#### Task to complete:
Without including the pictures, copy out every line below.

# # # # #

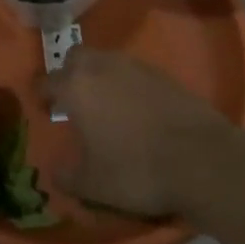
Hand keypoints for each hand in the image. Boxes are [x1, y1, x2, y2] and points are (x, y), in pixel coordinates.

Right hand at [43, 50, 238, 216]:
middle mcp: (101, 66)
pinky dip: (127, 85)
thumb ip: (67, 177)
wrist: (201, 159)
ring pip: (105, 60)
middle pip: (75, 58)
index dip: (42, 96)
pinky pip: (132, 72)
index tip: (44, 109)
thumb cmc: (137, 170)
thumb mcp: (93, 185)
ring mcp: (134, 66)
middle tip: (73, 101)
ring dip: (99, 77)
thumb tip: (55, 172)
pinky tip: (135, 110)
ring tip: (105, 106)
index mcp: (77, 87)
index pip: (47, 81)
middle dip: (69, 74)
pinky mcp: (162, 74)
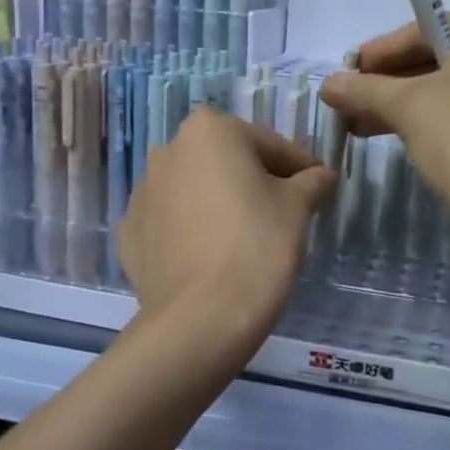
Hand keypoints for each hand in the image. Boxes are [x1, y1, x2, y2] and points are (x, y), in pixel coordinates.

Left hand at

# # # # #

#### Finished task:
Hand keypoints for each hand in the image. Boxes are [x1, y1, x2, y2] and points are (x, y), in pixel coordinates.

Right hand at [43, 50, 238, 216]:
middle mcp: (101, 66)
pinky dip: (127, 85)
thumb ip: (67, 177)
wrist: (201, 159)
ring pip: (105, 60)
middle pip: (75, 58)
index dip: (42, 96)
pinky pip: (132, 72)
index tip: (44, 109)
thumb cmc: (137, 170)
thumb mcp: (93, 185)
ring mcp: (134, 66)
middle tip: (73, 101)
ring dip: (99, 77)
thumb tip: (55, 172)
pinky tip: (135, 110)
ring tip: (105, 106)
index mcp: (77, 87)
index pip: (47, 81)
middle dip: (69, 74)
pinky mcp: (162, 74)
Hand keypoints for each hand in the image. Boxes are [x1, y1, x2, y2] and points are (x, y), in pixel coordinates.

Left hand at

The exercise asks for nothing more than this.